The act of influencing decision makers can take many forms and can be direct or indirect. On this website, the term direct or indirect lobbying will be used to describe how the tobacco products industry works to influence public policy makers in order to obtain benefits so that, in this way, their products are not subject to regulation. This industry also lobbies through third parties or 'front groups' (indirect lobbying) to defend its interests which are rarely transparent. In Europe, the meaning of lobbying encompasses all types of corporate political activity, while in the United States, lobbying is more explicit.

This Observatory adopts a more restricted view, that is, it considers lobbying as the contact between the tobacco industry and public policy makers to obtain advantages and hinder actions for tobacco control. For other forms of political activity, distinct categories were created here.

Direct Lobbying

Direct lobbying refers to contacts between the industry and those responsible for legislation and/or regulation of tobacco products.

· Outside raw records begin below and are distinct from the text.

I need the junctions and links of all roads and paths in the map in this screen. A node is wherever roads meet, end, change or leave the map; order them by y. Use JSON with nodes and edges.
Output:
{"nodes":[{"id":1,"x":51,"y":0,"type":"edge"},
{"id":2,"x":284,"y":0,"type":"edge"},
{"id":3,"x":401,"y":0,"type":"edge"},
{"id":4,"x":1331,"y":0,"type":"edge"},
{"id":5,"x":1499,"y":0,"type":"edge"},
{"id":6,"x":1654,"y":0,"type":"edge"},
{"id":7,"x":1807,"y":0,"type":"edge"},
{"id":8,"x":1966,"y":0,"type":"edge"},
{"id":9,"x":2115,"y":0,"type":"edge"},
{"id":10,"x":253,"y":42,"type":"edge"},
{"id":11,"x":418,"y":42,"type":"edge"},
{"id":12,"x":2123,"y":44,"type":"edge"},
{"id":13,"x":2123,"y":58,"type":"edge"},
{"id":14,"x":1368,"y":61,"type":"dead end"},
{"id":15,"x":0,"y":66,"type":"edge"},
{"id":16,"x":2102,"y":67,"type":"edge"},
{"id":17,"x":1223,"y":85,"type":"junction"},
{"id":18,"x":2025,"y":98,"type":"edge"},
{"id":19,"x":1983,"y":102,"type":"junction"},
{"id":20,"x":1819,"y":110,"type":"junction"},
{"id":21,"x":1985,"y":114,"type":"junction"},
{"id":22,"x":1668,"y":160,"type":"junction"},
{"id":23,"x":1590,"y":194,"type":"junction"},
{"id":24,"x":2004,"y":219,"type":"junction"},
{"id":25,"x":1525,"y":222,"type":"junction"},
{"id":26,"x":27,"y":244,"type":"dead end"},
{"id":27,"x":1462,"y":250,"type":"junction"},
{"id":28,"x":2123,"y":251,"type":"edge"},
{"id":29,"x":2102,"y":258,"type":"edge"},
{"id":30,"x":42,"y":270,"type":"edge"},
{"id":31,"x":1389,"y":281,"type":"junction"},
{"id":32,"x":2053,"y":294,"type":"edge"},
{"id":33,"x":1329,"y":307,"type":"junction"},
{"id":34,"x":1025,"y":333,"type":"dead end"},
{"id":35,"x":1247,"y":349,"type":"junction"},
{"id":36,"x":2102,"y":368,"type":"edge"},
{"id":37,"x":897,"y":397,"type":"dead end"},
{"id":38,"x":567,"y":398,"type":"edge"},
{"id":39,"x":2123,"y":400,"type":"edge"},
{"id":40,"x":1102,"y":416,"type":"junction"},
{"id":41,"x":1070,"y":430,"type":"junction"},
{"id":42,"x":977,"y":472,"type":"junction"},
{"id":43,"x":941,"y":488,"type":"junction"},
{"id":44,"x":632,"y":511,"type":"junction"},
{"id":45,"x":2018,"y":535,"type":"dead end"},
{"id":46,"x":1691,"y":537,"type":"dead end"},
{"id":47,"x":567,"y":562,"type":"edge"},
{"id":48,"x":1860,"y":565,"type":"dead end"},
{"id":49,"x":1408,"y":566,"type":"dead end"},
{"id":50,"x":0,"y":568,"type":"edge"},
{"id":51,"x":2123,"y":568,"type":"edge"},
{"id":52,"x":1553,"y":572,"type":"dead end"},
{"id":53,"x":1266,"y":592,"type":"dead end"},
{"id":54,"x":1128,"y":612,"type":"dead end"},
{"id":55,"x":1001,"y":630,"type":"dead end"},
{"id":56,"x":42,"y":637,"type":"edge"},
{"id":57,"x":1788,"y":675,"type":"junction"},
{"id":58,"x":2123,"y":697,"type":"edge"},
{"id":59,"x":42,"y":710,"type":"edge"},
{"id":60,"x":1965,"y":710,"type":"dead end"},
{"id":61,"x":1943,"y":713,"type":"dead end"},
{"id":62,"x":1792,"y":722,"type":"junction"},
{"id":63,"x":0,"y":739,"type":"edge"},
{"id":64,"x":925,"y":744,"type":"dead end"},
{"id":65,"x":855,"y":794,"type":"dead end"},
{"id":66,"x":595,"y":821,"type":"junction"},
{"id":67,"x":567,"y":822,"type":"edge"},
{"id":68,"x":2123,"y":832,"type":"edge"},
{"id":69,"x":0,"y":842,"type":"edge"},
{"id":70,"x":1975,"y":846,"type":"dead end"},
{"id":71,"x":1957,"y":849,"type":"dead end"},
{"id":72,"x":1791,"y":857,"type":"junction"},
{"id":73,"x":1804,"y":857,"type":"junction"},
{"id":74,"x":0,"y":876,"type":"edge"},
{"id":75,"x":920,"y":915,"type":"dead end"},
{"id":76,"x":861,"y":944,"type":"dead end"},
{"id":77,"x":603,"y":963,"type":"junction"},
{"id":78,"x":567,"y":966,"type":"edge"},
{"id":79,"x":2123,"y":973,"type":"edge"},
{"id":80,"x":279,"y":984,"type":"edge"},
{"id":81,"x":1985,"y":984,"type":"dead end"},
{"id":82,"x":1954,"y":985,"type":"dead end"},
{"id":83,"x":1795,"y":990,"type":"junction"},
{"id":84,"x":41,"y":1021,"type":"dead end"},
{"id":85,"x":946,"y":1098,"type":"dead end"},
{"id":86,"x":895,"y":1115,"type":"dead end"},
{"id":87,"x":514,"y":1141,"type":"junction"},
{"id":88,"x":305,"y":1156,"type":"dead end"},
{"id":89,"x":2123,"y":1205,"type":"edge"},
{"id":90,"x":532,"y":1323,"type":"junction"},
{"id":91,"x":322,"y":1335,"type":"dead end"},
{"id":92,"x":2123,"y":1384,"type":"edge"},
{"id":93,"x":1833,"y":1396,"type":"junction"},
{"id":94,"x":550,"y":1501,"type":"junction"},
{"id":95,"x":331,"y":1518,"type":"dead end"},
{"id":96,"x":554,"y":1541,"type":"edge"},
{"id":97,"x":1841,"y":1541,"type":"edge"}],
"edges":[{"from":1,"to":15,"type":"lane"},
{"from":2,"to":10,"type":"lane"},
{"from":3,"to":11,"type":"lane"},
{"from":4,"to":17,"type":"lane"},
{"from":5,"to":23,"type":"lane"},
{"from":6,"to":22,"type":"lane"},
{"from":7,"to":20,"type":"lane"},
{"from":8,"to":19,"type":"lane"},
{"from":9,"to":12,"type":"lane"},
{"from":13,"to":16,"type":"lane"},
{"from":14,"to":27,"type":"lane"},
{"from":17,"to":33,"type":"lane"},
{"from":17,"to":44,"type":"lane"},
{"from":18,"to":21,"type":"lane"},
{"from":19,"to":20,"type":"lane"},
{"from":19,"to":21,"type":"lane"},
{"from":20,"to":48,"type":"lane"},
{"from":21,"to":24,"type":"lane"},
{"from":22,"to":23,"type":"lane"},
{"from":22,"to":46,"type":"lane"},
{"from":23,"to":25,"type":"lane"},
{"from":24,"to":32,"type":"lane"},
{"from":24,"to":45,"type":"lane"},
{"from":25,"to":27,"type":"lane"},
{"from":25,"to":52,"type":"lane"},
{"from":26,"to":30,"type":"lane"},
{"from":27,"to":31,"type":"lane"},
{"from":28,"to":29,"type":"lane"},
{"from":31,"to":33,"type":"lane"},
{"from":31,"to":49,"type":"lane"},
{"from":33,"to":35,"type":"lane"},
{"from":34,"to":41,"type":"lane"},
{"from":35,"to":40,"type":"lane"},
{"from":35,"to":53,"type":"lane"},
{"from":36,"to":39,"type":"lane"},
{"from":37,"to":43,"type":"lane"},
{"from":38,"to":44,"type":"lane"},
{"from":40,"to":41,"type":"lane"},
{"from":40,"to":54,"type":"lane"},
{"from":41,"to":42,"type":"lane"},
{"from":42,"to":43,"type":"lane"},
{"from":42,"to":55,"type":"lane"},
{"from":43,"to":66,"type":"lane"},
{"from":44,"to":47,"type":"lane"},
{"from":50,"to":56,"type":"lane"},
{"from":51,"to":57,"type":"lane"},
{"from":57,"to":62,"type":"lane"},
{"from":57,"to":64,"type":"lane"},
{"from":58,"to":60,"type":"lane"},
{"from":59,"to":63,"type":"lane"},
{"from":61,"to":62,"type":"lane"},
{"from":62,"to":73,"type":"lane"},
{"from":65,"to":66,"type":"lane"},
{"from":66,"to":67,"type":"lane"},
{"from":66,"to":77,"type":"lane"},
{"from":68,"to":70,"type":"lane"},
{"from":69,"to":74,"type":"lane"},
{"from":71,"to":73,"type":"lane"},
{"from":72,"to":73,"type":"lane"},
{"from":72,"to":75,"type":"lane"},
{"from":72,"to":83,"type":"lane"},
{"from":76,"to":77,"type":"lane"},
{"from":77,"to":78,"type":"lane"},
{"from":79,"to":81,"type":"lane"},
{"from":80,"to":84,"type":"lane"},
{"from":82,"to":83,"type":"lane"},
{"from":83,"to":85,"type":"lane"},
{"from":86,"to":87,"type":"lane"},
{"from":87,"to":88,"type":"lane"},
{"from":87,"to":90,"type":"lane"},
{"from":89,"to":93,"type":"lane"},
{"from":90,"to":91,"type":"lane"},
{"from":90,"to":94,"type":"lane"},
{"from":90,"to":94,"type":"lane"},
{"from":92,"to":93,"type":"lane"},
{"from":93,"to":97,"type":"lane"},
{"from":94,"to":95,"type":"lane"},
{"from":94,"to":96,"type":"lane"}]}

Different social actors are involved in this type of activity:

  • Tobacco-related companies
  • People in the tobacco industry
  • Politicians
  • political consultants

''Lobbying'' is not simply getting specific ideas and data to the authorities. It also seeks to form links or establish ties between industry and government. Working together with policymakers can be very useful for industry, as can having access to working groups or advisory committees. The idea is to keep channels free so that the industry can question the meaning of existing legislation or influence the development of new regulations. For example, we have industry interference with the government, which culminated in the creation of the Chamber of the Tobacco Production Chain, linked to the Ministry of Agriculture, Livestock and Supply (MAPA), contributing to the development of tobacco industries and the promotion of their products, such as the Brazilian tobacco certification proposal1 2

Another example of influence is the movement of politicians who declared themselves against Bill n. 769/2015, by Senator José Serra. which deals with issues such as: banning cigarette advertising, use of additives that add flavor and aroma, standardization of cigarette packaging and traffic violation the act of smoking in vehicles when there are passengers under the age of eighteen, among other measures. While the bill has the support of José Serra himself and of the rapporteur Otto Alencar, unfortunately the number of politicians who are against and, therefore, impede the advancement of public health in the fight against smoking, is greater, which demonstrates the how influential the tobacco industry.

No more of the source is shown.